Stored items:
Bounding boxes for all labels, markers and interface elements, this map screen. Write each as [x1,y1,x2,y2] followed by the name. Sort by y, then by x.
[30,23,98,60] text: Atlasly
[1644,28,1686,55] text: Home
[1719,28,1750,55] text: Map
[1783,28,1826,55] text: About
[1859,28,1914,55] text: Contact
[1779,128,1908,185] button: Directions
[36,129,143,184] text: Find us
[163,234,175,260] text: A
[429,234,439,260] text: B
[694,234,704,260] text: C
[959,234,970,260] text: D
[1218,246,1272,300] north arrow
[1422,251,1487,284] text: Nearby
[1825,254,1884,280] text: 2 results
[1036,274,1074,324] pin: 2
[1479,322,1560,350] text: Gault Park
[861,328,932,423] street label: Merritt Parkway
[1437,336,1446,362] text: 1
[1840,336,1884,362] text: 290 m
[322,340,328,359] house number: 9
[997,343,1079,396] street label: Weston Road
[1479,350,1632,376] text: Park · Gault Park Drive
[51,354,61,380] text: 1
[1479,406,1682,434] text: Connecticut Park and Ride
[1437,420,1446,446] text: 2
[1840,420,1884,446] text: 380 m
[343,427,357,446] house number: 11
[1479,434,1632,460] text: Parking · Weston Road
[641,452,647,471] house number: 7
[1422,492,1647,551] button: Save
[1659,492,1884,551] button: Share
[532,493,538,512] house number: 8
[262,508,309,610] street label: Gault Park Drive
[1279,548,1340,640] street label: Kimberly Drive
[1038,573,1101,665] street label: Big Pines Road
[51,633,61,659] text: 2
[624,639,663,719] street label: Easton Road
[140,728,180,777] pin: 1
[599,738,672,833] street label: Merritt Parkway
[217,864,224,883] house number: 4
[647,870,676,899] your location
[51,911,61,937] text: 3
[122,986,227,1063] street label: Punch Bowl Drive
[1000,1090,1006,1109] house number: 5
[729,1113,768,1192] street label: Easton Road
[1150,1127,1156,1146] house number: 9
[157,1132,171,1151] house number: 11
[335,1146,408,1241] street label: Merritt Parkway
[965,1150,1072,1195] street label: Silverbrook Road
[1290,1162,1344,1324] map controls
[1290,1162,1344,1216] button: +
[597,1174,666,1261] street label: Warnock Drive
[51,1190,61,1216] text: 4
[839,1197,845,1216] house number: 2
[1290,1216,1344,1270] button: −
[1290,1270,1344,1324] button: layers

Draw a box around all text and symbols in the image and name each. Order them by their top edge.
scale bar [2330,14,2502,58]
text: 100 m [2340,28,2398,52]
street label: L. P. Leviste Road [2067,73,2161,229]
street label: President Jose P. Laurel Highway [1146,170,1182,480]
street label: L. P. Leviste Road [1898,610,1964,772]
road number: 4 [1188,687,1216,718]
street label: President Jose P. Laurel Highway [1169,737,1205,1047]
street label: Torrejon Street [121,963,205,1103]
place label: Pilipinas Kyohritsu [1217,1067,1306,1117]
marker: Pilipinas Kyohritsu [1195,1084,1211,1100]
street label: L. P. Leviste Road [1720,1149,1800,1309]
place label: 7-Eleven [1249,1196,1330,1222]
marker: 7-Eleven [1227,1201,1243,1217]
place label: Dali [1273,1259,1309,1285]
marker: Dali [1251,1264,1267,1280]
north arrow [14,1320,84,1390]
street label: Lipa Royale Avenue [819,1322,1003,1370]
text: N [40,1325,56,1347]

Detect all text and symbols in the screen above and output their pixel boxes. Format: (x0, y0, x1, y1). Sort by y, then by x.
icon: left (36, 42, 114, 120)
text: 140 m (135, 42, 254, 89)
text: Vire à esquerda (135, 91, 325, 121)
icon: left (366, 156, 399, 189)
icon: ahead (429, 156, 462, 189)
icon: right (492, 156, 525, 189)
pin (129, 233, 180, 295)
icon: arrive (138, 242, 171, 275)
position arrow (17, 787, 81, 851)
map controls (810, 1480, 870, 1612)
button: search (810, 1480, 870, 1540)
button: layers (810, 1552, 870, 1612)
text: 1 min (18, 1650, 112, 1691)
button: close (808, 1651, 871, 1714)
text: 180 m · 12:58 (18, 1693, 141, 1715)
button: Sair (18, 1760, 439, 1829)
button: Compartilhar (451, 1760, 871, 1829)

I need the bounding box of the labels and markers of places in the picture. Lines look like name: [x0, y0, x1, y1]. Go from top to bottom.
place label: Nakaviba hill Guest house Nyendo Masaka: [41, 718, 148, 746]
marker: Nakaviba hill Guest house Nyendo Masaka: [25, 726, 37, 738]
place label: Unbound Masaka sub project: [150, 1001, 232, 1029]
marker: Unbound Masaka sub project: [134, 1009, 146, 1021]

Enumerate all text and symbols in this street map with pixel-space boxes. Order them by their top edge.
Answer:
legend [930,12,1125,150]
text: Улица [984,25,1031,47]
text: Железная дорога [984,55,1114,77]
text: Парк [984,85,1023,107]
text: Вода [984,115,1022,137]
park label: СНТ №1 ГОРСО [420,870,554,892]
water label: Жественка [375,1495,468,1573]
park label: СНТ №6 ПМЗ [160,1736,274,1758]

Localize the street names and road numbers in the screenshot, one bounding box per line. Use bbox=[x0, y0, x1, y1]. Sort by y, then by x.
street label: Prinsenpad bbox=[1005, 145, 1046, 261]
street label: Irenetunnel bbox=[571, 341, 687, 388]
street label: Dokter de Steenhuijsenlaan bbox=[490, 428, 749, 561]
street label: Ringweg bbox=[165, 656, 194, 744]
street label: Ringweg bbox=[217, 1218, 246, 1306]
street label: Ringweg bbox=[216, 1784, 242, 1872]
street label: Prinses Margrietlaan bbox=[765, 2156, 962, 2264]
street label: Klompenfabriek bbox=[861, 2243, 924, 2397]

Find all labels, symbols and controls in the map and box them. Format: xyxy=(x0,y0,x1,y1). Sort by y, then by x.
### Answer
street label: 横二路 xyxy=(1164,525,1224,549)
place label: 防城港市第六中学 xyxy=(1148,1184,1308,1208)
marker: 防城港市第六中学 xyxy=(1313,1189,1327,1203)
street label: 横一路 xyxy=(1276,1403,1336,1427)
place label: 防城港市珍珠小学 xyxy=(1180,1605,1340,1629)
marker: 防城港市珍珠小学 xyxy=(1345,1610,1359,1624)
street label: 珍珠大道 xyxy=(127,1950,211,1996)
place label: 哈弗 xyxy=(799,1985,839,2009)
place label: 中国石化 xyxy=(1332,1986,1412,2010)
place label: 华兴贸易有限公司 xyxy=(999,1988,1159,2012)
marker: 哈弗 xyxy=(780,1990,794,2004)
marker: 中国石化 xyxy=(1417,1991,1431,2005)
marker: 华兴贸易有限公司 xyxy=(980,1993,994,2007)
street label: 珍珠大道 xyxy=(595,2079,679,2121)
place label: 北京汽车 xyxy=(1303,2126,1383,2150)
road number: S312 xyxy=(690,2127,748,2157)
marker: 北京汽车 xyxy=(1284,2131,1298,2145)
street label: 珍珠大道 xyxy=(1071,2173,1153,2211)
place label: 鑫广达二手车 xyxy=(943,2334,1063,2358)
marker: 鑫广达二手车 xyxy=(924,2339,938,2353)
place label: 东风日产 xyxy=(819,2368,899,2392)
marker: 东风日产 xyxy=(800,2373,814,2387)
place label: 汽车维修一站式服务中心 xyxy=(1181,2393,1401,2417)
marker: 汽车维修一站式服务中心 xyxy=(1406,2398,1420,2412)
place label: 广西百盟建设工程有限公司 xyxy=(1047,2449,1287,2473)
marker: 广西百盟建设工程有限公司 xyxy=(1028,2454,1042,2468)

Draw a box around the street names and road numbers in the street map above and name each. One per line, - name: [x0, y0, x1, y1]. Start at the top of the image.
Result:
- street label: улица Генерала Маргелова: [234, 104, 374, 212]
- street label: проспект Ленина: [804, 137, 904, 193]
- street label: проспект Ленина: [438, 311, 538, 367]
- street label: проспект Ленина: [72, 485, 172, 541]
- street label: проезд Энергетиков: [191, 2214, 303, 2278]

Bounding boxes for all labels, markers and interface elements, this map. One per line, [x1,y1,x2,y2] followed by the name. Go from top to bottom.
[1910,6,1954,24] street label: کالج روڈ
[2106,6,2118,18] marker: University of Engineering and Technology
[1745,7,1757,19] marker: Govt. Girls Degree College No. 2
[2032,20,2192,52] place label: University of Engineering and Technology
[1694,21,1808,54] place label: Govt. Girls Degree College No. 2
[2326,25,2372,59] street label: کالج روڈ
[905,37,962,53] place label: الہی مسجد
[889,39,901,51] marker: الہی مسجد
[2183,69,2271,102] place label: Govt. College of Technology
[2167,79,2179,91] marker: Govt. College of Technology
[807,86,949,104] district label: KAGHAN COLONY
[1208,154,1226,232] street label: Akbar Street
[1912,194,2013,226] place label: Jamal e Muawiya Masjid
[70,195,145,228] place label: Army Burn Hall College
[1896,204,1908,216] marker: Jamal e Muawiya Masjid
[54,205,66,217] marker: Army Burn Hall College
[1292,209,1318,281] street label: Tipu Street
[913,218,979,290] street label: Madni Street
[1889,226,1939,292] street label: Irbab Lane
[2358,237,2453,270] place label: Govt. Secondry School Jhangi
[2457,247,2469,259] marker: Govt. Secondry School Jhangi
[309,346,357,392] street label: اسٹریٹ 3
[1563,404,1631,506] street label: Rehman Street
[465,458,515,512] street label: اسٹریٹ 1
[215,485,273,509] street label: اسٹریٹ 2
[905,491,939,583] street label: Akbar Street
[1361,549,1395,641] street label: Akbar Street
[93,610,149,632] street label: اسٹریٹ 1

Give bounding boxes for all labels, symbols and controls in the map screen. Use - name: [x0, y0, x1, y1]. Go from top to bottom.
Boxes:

WHAT NEEDS TO BE DONE:
All that is needed is the exact run of lines above from the line containing "Find all labels, symbols" through the line containing "Draw a box around the", both of them included.

OUTPUT FOR THIS TASK:
Find all labels, symbols and controls in the map and box them. Format: xyxy=(x0,y0,x1,y1). Sort by y, then by x.
### Answer
street label: 横二路 xyxy=(1164,525,1224,549)
place label: 防城港市第六中学 xyxy=(1148,1184,1308,1208)
marker: 防城港市第六中学 xyxy=(1313,1189,1327,1203)
street label: 横一路 xyxy=(1276,1403,1336,1427)
place label: 防城港市珍珠小学 xyxy=(1180,1605,1340,1629)
marker: 防城港市珍珠小学 xyxy=(1345,1610,1359,1624)
street label: 珍珠大道 xyxy=(127,1950,211,1996)
place label: 哈弗 xyxy=(799,1985,839,2009)
place label: 中国石化 xyxy=(1332,1986,1412,2010)
place label: 华兴贸易有限公司 xyxy=(999,1988,1159,2012)
marker: 哈弗 xyxy=(780,1990,794,2004)
marker: 中国石化 xyxy=(1417,1991,1431,2005)
marker: 华兴贸易有限公司 xyxy=(980,1993,994,2007)
street label: 珍珠大道 xyxy=(595,2079,679,2121)
place label: 北京汽车 xyxy=(1303,2126,1383,2150)
road number: S312 xyxy=(690,2127,748,2157)
marker: 北京汽车 xyxy=(1284,2131,1298,2145)
street label: 珍珠大道 xyxy=(1071,2173,1153,2211)
place label: 鑫广达二手车 xyxy=(943,2334,1063,2358)
marker: 鑫广达二手车 xyxy=(924,2339,938,2353)
place label: 东风日产 xyxy=(819,2368,899,2392)
marker: 东风日产 xyxy=(800,2373,814,2387)
place label: 汽车维修一站式服务中心 xyxy=(1181,2393,1401,2417)
marker: 汽车维修一站式服务中心 xyxy=(1406,2398,1420,2412)
place label: 广西百盟建设工程有限公司 xyxy=(1047,2449,1287,2473)
marker: 广西百盟建设工程有限公司 xyxy=(1028,2454,1042,2468)

Draw a box around the street names and road numbers in the street map above and name each. One per line, - name: [x0, y0, x1, y1]. Start at the top of the image.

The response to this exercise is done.